++++ THE DATA ++++

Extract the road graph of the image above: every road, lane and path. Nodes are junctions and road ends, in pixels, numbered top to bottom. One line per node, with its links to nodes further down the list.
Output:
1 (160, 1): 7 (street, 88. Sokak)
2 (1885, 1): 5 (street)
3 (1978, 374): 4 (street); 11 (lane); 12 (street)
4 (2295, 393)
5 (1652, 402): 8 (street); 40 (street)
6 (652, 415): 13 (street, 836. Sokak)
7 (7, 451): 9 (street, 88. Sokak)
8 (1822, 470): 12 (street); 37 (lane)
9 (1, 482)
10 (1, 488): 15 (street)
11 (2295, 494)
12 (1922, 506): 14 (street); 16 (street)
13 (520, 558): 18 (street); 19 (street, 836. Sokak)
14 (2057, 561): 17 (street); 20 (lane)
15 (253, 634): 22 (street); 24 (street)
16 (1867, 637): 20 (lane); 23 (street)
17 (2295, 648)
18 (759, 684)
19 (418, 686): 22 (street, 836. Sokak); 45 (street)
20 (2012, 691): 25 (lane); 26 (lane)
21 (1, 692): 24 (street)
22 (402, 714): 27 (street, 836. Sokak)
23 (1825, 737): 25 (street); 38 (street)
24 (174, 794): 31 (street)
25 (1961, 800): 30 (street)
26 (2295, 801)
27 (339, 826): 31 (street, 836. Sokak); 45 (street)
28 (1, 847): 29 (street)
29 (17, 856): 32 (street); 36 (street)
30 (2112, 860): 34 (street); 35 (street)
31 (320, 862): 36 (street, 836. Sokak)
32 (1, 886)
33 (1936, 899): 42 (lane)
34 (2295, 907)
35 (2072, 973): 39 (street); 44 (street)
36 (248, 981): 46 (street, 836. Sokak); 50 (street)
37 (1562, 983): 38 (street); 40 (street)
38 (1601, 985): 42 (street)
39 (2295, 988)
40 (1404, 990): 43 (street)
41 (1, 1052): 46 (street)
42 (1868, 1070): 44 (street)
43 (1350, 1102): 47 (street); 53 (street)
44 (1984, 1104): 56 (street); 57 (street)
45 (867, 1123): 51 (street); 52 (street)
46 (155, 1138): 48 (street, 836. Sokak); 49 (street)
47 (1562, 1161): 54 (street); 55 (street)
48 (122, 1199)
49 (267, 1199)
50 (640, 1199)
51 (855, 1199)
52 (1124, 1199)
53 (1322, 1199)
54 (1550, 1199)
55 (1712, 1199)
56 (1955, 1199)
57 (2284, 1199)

++++

▶ **INSTRUCTIONS FOR THE TASK**
Find every line in the records above that contains the word "Sokak", and copy each one.

▶ **WRITTEN REPLY**
1 (160, 1): 7 (street, 88. Sokak)
6 (652, 415): 13 (street, 836. Sokak)
7 (7, 451): 9 (street, 88. Sokak)
13 (520, 558): 18 (street); 19 (street, 836. Sokak)
19 (418, 686): 22 (street, 836. Sokak); 45 (street)
22 (402, 714): 27 (street, 836. Sokak)
27 (339, 826): 31 (street, 836. Sokak); 45 (street)
31 (320, 862): 36 (street, 836. Sokak)
36 (248, 981): 46 (street, 836. Sokak); 50 (street)
46 (155, 1138): 48 (street, 836. Sokak); 49 (street)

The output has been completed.